La realidad es que Washington utilizó a Posada Carriles para diversas actividades encubiertas, en una época en que el empleo de ciertos medios violentos se mantuvo en secreto y no se sancionó como ahora. Pero la guerra fría terminó. A esto se añade que el actual gobierno del presidente Barack Obama quiere limpiar el legado negativo que ha dejado la recién concluida administración de Bush, donde se volvió al empleo de la tortura y el asesinato para destruir a los que se consideran enemigos del sistema. Al mismo tiempo, también ha aumentado —en el pueblo norteamericano y el mundo— el repudio a las justificaciones ideológicas y políticas de los asesinatos de civiles, y a los actos que ponen en peligro la vida de inocentes.
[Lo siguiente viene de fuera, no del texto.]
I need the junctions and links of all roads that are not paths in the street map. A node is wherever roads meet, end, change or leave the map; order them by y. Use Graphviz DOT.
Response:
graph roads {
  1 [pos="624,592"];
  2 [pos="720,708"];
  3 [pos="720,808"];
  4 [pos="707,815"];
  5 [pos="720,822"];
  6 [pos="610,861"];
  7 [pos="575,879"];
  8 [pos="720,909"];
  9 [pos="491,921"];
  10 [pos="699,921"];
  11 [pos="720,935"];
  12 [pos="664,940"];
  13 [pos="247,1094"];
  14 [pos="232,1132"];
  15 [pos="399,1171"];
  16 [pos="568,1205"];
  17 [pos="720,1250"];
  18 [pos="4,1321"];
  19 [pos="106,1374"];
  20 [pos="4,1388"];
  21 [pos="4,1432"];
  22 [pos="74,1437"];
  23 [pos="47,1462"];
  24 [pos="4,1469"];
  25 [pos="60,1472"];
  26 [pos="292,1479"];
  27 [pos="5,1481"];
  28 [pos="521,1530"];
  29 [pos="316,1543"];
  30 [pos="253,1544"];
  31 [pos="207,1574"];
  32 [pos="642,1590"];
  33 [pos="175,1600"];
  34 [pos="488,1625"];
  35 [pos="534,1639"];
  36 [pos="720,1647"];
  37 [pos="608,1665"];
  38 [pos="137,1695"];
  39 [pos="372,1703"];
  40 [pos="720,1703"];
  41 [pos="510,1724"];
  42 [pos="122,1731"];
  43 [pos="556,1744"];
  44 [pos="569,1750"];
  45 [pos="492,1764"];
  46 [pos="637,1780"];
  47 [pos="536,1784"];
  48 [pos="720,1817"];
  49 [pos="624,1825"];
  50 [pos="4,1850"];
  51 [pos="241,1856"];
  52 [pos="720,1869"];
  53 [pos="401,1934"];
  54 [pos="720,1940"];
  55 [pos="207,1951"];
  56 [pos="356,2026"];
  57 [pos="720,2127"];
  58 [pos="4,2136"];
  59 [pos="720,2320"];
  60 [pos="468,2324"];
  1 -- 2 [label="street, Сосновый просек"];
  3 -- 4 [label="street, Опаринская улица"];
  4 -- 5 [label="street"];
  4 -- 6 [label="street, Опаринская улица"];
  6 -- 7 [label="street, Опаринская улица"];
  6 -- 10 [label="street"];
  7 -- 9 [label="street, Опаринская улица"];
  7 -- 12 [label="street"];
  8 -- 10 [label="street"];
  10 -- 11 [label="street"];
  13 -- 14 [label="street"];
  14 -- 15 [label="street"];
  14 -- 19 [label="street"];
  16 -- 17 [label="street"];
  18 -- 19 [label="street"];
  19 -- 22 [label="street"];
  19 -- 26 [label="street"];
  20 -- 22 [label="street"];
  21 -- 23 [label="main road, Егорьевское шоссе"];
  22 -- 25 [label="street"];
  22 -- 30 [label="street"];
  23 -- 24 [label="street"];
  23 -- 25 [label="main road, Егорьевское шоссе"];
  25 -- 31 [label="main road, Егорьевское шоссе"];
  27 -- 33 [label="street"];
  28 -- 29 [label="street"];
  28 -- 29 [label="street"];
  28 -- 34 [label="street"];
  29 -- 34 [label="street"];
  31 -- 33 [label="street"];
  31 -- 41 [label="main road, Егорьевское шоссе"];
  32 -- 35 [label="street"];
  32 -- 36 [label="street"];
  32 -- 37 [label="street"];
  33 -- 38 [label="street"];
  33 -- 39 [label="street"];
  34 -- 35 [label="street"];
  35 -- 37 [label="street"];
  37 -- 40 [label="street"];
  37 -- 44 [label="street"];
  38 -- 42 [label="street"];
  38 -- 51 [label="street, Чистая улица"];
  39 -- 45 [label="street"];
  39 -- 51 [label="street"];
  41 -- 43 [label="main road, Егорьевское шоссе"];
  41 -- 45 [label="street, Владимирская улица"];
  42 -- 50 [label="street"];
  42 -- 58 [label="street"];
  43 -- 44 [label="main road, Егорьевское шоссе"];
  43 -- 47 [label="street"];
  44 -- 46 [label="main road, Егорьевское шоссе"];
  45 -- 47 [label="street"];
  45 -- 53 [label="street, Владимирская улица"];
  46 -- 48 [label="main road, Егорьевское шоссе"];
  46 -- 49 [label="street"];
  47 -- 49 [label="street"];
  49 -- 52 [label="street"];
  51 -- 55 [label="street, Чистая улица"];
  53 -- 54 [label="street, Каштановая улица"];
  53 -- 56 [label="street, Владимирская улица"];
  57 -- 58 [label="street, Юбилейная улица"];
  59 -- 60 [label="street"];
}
Posada se ha convertido en un rezago de otra época. Demasiadas guerras y crímenes ocurrieron durante el siglo pasado, para persistir en presentar como víctima a un terrorista. Tiene un amplio historial —en parte hecho público, en parte mantenido aún en secreto— que lo descalifica como patriota y luchador por la democracia. No es un inocente acusado sin motivos, que sufre a causa de intereses internacionales y ha consagrado su vida a la causa de la libertad de Cuba. Es un individuo que la mayor parte de su existencia ha obrado al margen de la ley, sin detenerse a medir las consecuencias de sus actos en las vidas de seres inocentes.
Fotografía: Luis Posada Carriles al llegar a su casa en Miami, luego de ser liberado tras el fallo de la jueza Kathleen Cardone en 2007.